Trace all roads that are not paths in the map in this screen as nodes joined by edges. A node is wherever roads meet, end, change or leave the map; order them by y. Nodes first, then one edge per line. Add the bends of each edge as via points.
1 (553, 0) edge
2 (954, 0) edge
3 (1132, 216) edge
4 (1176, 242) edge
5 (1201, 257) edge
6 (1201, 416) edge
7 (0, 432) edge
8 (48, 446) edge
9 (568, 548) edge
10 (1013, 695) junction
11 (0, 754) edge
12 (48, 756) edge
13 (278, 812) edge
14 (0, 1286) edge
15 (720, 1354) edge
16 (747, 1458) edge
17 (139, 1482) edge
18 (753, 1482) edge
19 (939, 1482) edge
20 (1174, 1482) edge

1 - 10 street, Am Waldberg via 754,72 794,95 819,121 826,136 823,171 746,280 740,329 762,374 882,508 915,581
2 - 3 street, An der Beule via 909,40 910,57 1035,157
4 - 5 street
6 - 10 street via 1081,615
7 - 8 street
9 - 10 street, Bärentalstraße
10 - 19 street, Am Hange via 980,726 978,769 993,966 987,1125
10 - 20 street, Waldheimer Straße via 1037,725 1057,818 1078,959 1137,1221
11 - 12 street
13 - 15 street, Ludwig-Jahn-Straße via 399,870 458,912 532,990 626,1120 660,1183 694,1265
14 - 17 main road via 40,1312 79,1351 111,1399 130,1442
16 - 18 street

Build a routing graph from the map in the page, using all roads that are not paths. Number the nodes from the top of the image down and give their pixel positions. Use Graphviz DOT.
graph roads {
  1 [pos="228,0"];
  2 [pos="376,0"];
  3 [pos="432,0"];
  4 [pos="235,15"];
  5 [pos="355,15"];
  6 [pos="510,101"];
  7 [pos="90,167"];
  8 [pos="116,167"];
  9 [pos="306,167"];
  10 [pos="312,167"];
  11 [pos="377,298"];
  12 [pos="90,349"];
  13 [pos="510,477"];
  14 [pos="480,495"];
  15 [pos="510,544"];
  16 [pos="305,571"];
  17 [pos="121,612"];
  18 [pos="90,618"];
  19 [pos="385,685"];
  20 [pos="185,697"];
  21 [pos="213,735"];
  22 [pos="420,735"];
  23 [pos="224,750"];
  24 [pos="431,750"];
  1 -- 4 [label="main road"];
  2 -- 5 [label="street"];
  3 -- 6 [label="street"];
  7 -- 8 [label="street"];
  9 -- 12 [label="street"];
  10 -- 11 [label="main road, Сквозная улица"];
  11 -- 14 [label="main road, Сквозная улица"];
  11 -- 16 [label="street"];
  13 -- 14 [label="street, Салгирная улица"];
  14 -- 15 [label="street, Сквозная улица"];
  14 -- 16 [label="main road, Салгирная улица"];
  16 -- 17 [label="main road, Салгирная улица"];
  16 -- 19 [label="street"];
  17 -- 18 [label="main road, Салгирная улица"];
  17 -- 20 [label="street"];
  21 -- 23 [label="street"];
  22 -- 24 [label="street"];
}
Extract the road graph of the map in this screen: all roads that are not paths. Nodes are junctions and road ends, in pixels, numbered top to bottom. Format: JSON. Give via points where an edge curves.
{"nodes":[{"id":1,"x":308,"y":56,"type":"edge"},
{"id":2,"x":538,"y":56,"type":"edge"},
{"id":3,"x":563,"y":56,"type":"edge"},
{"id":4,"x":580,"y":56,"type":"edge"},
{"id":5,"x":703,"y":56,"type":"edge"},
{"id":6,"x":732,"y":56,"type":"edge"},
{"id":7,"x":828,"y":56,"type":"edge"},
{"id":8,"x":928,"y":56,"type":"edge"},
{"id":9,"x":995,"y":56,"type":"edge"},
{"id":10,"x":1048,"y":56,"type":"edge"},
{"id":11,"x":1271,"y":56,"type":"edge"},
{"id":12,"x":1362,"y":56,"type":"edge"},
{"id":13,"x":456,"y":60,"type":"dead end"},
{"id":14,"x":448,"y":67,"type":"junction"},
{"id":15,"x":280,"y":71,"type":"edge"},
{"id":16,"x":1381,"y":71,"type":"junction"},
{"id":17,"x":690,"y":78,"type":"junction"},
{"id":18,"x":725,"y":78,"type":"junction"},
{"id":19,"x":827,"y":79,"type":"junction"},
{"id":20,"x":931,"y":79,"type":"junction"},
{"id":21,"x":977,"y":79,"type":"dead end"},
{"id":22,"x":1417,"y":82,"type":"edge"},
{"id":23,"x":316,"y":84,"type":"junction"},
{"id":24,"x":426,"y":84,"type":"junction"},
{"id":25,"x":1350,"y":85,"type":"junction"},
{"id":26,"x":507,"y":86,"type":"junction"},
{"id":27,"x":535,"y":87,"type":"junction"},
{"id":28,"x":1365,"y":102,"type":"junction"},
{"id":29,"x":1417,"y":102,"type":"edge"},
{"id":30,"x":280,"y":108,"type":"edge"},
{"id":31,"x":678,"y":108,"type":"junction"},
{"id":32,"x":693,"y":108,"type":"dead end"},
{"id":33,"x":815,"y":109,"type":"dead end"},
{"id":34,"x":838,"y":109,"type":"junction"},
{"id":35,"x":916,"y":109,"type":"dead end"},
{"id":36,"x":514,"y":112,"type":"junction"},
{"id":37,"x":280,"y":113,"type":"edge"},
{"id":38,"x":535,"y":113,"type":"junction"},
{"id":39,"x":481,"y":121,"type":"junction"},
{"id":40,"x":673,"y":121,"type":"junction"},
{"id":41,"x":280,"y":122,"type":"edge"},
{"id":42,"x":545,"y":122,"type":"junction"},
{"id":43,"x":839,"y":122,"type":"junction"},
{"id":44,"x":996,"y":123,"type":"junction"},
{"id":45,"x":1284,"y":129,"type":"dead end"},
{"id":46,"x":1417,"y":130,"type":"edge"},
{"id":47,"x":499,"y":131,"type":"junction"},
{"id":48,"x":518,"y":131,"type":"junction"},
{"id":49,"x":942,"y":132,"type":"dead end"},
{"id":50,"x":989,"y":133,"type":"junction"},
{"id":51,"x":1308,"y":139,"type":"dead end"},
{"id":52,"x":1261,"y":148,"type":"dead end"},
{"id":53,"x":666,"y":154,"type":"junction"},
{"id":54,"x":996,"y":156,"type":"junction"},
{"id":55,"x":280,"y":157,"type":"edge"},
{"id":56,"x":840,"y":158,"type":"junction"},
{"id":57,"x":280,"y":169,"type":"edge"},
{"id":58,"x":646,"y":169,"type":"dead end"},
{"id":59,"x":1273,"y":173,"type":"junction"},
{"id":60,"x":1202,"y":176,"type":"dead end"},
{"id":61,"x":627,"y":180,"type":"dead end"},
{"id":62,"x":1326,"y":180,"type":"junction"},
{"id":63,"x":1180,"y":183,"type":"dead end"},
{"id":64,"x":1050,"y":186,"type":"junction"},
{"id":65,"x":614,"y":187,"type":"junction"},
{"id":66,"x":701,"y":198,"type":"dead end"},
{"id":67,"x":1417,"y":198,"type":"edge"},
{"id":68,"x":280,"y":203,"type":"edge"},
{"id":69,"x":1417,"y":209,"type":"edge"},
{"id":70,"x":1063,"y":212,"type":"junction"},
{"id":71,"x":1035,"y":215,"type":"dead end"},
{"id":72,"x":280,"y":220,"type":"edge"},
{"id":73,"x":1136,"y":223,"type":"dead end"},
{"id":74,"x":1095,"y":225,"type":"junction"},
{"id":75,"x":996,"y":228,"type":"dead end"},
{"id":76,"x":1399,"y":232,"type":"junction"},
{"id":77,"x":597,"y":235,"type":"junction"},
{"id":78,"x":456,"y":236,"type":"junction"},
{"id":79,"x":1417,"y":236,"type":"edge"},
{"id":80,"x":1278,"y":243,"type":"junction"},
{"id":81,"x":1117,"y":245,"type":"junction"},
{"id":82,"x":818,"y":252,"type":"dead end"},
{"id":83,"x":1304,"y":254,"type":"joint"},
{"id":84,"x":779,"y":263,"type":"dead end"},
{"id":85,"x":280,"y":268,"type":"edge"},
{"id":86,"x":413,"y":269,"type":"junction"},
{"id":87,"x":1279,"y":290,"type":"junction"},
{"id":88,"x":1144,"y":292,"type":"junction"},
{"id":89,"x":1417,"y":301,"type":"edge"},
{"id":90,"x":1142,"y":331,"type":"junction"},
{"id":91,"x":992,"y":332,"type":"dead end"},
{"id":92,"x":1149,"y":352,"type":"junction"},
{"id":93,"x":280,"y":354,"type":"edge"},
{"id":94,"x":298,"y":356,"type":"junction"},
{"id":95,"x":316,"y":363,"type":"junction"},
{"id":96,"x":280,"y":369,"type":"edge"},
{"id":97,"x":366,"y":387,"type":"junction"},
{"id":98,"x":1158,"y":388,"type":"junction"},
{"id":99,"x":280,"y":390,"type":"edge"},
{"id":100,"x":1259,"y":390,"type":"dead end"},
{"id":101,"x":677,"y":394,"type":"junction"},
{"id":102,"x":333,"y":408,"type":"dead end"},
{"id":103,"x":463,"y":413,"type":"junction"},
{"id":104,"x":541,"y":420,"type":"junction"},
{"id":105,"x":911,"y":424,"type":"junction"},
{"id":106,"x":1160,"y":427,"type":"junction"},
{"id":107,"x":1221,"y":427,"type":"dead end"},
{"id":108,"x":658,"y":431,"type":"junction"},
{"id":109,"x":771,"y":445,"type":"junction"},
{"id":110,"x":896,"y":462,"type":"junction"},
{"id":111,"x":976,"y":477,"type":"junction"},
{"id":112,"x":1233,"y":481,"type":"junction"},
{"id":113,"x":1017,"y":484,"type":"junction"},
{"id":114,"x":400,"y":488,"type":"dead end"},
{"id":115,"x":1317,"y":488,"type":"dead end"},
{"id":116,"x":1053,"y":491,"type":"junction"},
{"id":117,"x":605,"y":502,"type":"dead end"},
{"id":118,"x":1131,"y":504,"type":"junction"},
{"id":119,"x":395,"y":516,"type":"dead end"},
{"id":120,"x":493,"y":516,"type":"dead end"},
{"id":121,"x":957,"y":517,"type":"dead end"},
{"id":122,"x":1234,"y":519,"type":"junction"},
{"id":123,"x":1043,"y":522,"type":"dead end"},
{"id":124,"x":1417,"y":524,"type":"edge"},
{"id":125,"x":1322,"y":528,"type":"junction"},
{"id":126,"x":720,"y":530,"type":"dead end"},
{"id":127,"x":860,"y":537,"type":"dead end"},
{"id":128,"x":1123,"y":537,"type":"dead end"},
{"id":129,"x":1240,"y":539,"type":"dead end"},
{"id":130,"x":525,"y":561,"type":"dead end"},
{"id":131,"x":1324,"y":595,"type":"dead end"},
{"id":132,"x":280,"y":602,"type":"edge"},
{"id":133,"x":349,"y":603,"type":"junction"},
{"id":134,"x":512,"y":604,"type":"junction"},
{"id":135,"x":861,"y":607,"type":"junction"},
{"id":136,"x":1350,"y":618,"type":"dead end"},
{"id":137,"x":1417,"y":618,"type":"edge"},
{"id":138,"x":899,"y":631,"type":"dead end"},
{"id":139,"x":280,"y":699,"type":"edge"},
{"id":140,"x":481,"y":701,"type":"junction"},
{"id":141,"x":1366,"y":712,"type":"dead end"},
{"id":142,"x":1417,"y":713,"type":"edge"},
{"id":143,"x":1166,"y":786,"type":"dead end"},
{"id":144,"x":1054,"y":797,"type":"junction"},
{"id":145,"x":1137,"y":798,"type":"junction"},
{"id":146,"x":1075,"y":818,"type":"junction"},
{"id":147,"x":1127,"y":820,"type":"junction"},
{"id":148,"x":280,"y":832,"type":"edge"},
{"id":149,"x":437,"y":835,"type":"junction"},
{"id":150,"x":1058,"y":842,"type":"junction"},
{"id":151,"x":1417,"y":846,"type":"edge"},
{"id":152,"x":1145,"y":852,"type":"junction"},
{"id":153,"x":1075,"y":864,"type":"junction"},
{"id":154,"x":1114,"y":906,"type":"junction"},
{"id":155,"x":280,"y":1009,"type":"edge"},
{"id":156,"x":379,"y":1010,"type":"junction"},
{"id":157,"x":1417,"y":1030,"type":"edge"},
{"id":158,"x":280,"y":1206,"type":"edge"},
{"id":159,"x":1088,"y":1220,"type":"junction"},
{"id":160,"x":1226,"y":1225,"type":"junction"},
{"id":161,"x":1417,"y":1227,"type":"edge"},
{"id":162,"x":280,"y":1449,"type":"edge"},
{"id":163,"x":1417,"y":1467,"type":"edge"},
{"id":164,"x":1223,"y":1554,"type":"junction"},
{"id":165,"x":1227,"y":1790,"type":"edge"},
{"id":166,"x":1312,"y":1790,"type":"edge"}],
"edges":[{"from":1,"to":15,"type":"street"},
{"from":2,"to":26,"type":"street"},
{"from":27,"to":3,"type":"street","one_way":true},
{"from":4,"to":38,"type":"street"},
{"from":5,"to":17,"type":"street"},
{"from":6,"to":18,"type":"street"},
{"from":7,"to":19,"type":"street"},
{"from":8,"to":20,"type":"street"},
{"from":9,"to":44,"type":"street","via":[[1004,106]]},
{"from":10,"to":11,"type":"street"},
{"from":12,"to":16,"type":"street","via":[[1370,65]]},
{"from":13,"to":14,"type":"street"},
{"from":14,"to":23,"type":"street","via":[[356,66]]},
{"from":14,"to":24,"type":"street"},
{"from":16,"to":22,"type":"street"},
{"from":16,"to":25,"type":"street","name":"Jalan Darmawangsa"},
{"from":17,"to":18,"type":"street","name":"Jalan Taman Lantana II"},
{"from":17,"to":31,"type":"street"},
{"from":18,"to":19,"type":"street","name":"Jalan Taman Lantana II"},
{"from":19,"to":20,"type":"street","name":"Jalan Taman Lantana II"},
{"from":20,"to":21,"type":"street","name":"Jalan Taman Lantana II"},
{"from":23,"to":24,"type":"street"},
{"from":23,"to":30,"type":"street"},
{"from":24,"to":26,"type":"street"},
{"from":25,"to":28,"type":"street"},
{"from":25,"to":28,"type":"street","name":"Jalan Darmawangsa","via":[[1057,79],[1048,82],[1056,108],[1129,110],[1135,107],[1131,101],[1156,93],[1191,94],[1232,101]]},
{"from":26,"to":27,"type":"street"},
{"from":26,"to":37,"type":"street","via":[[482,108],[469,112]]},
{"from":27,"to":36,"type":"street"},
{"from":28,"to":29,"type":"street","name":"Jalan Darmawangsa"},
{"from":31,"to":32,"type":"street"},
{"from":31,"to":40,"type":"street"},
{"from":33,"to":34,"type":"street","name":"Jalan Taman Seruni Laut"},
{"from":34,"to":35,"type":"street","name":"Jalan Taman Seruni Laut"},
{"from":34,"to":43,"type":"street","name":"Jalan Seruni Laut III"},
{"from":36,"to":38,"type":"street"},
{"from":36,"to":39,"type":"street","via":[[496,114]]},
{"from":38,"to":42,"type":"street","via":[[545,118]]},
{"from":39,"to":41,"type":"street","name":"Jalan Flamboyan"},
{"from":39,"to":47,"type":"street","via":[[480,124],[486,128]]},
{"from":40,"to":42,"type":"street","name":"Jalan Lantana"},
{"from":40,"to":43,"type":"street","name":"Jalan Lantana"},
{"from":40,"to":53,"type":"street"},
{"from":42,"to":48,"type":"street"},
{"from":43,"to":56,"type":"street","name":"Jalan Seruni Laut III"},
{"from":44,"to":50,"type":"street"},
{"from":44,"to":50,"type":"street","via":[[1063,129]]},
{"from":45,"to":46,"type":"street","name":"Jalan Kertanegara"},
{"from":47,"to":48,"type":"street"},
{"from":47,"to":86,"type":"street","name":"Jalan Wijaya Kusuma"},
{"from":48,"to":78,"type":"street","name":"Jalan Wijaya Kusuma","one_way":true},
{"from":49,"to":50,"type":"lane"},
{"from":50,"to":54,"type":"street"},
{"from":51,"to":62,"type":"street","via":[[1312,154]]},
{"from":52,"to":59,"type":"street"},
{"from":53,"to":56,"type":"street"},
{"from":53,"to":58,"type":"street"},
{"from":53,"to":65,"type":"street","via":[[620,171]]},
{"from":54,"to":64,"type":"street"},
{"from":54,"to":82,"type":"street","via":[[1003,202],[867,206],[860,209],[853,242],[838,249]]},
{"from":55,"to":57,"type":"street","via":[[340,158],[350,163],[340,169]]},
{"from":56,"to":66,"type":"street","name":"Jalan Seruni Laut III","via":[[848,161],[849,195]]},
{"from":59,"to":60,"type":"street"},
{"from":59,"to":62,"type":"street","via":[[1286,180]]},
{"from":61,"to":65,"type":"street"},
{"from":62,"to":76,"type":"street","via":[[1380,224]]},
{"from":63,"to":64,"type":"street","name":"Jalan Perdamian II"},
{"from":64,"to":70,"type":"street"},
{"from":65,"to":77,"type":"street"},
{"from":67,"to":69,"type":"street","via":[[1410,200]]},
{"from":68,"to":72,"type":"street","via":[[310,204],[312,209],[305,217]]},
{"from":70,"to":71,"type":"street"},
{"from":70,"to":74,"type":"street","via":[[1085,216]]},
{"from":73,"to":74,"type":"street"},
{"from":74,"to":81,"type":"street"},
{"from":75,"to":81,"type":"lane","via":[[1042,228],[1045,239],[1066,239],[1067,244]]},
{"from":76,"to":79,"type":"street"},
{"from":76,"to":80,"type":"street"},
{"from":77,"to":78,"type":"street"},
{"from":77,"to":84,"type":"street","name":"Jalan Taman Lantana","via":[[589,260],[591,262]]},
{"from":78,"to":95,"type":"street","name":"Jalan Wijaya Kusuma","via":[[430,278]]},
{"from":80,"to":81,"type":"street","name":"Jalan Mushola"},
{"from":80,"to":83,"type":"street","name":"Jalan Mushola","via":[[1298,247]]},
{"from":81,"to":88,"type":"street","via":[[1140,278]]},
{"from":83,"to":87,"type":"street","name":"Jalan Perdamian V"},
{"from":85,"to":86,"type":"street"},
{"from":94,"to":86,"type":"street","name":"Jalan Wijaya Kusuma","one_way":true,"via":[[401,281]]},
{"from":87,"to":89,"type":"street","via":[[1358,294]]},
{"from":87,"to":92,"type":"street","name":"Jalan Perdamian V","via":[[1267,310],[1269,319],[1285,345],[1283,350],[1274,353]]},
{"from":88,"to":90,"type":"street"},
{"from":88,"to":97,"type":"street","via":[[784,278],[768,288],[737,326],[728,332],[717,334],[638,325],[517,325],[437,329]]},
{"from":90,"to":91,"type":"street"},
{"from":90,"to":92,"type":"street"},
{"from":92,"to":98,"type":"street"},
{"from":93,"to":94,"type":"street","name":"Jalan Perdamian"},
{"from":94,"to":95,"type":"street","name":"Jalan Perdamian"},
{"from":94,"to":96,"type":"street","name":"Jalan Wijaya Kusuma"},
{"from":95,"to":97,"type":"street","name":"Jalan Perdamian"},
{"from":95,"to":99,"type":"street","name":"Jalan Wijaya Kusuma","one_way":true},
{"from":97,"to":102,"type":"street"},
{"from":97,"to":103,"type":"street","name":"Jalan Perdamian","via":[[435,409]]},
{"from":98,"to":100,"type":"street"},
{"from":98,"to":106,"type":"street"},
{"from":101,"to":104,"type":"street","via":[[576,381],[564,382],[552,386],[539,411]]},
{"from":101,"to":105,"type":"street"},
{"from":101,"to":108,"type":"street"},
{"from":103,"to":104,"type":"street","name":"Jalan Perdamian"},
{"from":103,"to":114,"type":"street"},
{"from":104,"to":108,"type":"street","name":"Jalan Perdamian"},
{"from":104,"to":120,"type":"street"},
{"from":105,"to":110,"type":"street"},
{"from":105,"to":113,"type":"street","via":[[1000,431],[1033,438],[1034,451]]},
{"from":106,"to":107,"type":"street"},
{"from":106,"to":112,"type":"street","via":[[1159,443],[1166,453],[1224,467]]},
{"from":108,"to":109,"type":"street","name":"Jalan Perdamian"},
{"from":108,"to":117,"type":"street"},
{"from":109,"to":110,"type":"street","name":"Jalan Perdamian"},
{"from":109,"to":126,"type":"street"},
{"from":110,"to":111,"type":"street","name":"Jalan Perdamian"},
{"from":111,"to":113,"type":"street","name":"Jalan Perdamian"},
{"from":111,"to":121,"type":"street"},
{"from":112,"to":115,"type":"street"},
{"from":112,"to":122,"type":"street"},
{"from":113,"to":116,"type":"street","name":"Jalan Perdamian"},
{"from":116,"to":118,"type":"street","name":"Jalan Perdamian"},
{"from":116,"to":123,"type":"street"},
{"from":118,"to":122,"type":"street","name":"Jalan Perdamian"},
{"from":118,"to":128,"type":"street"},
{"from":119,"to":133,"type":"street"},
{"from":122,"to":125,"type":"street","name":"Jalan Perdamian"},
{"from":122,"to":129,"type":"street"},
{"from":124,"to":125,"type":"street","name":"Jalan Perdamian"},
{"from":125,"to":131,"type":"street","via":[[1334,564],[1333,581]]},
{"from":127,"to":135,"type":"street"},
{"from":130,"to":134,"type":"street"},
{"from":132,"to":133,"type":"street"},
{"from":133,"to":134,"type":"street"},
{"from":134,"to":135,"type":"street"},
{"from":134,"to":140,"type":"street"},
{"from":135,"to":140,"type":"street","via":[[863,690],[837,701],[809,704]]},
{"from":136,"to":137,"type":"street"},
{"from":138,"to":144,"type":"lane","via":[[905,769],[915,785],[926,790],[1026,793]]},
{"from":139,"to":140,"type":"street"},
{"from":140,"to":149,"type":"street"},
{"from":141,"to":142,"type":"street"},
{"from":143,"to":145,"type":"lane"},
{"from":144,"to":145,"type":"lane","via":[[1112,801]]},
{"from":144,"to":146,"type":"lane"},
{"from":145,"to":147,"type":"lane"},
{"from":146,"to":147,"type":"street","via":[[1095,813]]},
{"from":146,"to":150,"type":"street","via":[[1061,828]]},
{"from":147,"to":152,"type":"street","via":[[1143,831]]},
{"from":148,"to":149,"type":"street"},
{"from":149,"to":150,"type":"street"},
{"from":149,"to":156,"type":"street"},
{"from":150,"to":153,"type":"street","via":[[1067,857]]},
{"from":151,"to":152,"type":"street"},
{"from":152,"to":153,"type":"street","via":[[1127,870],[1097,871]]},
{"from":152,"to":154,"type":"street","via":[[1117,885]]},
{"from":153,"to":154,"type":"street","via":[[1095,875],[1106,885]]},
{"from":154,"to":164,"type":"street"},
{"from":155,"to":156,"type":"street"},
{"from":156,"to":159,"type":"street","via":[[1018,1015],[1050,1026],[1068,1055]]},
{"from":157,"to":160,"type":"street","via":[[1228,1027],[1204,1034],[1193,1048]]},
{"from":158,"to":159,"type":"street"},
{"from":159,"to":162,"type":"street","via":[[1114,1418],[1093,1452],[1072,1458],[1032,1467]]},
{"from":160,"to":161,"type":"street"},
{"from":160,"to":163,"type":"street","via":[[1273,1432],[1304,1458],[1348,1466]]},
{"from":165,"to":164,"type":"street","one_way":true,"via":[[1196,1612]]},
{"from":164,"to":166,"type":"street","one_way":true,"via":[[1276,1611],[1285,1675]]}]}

== AIM OF THE TASK ==
Starting from the data above, filter for lines with "that" and copy each one.

== SOLUTION TO THE EXERCISE ==
Trace all roads that are not paths in the map in this screen as nodes joined by edges. A node is wherever roads meet, end, change or leave the map; order them by y. Nodes first, then one edge per line. Add the bends of each edge as via points.
Build a routing graph from the map in the page, using all roads that are not paths. Number the nodes from the top of the image down and give their pixel positions. Use Graphviz DOT.
Extract the road graph of the map in this screen: all roads that are not paths. Nodes are junctions and road ends, in pixels, numbered top to bottom. Format: JSON. Give via points where an edge curves.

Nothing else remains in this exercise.